Je suis à genoux, ployée au-dessus du corps. Il est couché dans l'herbe du champ, immobile, blanc. Des nuages filent dans le ciel. Le soleil continue à pleuvoir comme si l'univers ne venait pas de s'écrouler. La source continue à ruisseler. Le bruit du monde ne s'est pas arrêté. A l'autre bout du champ, une silhouette grise, courbée, s'enfuit. A côté de moi, une autre silhouette est apparue, s'est ployée, s'est abattue sur le sol : leur père. Silencieux. Enfermé dans ce silence maudit. Il y a du sang tout autour, dans l'herbe, sur le corps étendu, sur le ventre déchiré, sur la gorge trouée, sur le poignard jeté. L'un est mort. L'autre fuit. C'était inscrit. Comment auraient-ils pu trouver place sur cette terre que chacun voulait pour lui tout seul ? Comment auraient-ils pu partager puisqu'ils ne savaient pas parler?
- Je prends la terre !
- Je prends les troupeaux !
- Envole-toi donc !
- Déshabille-toi !

Ainsi se disputaient-ils, âprement, jetant à la face l'un de l'autre leur bon droit et leur indignation, blocs de certitudes closes.
La logique du tout ou rien. De la solitude et de la totalité. Pas de place pour l'autre.

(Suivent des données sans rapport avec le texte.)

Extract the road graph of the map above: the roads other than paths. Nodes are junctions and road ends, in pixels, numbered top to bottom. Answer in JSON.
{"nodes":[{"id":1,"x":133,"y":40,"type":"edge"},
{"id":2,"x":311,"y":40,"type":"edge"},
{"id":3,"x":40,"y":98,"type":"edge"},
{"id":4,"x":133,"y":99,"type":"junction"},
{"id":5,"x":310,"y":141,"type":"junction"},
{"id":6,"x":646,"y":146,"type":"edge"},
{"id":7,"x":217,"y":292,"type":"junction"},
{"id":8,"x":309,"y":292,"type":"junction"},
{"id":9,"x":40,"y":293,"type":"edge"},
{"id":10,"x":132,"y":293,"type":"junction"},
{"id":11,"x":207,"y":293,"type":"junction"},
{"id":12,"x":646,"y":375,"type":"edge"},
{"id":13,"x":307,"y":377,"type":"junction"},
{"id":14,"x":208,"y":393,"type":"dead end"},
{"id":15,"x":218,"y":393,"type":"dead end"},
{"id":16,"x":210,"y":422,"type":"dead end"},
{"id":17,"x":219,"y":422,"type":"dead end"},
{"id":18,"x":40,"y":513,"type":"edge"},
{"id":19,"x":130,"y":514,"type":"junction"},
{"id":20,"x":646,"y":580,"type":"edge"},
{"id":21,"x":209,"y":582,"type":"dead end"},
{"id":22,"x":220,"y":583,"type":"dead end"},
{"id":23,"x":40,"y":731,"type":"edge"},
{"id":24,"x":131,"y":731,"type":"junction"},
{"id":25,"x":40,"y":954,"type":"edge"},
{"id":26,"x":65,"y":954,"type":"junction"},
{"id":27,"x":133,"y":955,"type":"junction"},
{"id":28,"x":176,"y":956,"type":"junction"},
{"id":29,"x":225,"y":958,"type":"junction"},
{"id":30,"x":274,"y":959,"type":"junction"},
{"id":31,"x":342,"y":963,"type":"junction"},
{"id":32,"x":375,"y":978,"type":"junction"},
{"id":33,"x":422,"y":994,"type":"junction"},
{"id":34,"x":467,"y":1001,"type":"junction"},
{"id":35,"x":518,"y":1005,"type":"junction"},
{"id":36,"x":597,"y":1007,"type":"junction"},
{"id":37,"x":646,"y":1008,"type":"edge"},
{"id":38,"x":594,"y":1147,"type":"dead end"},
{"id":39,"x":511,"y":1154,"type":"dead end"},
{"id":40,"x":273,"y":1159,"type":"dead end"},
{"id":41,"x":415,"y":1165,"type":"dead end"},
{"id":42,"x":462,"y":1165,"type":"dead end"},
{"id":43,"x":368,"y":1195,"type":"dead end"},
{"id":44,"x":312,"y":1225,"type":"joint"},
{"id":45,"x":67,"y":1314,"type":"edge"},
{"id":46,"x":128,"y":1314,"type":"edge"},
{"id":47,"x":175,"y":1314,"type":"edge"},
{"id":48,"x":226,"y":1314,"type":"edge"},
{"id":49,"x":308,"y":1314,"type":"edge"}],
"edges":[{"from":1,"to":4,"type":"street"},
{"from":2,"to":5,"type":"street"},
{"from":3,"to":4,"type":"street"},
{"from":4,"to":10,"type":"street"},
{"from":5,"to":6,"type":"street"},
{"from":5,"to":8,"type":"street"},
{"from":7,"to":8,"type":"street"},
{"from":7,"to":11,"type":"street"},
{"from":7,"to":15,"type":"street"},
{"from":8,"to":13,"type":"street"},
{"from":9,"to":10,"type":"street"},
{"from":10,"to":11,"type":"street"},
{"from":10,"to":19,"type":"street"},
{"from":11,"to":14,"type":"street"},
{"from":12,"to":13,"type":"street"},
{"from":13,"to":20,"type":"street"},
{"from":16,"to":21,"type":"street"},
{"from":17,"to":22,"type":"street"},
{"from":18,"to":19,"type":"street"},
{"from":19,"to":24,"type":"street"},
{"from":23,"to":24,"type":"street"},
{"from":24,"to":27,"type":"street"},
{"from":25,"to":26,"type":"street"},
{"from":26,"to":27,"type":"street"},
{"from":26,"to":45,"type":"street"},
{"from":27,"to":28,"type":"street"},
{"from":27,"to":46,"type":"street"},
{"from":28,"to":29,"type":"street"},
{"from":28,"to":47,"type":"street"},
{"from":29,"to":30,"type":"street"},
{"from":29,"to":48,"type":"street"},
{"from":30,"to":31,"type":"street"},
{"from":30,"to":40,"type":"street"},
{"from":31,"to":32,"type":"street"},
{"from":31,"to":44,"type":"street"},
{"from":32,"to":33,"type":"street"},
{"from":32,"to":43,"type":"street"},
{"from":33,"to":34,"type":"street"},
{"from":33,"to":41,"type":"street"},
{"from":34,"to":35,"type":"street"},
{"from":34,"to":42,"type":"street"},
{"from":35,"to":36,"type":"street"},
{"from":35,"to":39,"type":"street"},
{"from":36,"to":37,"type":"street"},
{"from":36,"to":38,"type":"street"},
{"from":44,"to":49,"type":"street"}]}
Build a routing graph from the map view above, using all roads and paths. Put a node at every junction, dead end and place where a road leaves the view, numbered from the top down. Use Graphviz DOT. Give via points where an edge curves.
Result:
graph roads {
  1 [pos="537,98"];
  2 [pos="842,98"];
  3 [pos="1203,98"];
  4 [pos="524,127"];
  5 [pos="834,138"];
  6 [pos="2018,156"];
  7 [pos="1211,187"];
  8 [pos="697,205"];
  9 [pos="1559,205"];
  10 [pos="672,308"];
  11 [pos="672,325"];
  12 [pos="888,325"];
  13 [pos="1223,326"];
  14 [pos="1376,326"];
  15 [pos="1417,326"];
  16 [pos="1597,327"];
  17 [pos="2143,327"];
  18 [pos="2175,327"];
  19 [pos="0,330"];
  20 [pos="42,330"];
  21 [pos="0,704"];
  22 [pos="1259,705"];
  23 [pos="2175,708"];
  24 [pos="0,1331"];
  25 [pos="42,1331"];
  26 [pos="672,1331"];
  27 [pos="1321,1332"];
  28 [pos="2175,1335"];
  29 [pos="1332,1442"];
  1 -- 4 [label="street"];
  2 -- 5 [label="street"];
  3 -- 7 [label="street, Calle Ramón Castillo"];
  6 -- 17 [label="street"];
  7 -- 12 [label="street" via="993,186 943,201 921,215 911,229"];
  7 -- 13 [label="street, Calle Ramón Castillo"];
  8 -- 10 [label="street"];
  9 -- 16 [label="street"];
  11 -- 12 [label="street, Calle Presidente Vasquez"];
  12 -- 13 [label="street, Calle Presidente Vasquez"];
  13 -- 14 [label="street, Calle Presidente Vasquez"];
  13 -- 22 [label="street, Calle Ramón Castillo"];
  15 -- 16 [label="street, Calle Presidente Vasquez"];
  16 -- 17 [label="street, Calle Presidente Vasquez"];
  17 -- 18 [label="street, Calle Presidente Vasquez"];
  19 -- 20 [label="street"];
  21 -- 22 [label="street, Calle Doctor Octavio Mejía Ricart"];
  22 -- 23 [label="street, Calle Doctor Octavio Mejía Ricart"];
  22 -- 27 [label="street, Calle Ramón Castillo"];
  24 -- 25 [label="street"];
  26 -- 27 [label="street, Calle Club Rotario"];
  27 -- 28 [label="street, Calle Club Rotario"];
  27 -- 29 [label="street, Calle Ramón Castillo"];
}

Et je pleure au fond de moi-même. Sur cette parole non apprise. Sur l'absence de leur père. Sur l'orgueil et l'autosuffisance de leur mère. Sur le silence de mort dans lequel ils ont grandi. Sur leur père et leur mère, engoncés dans leurs rancunes et leurs insuffisances, incapables de tendre l'oreille et de saisir l'embryon de murmure qui mourait sur les lèvres, dans le cœur de l'autre.

Là-bas s'enfuit la silhouette grise du meurtrier, courbée par la détresse, prisonnière du silence, et comment le consolerais-je, moi, déchirée entre les deux, moi qui n'ai jamais appris à parler, moi à qui jamais personne n'a parlé ?
A mes côtés, l'homme ployé se redresse lentement. Lentement, sa main se tend vers moi, et du sein des sanglots qui déchirent le silence, dans la douleur et l'échec, j'entends, enfin, oui, j'entends sa voix.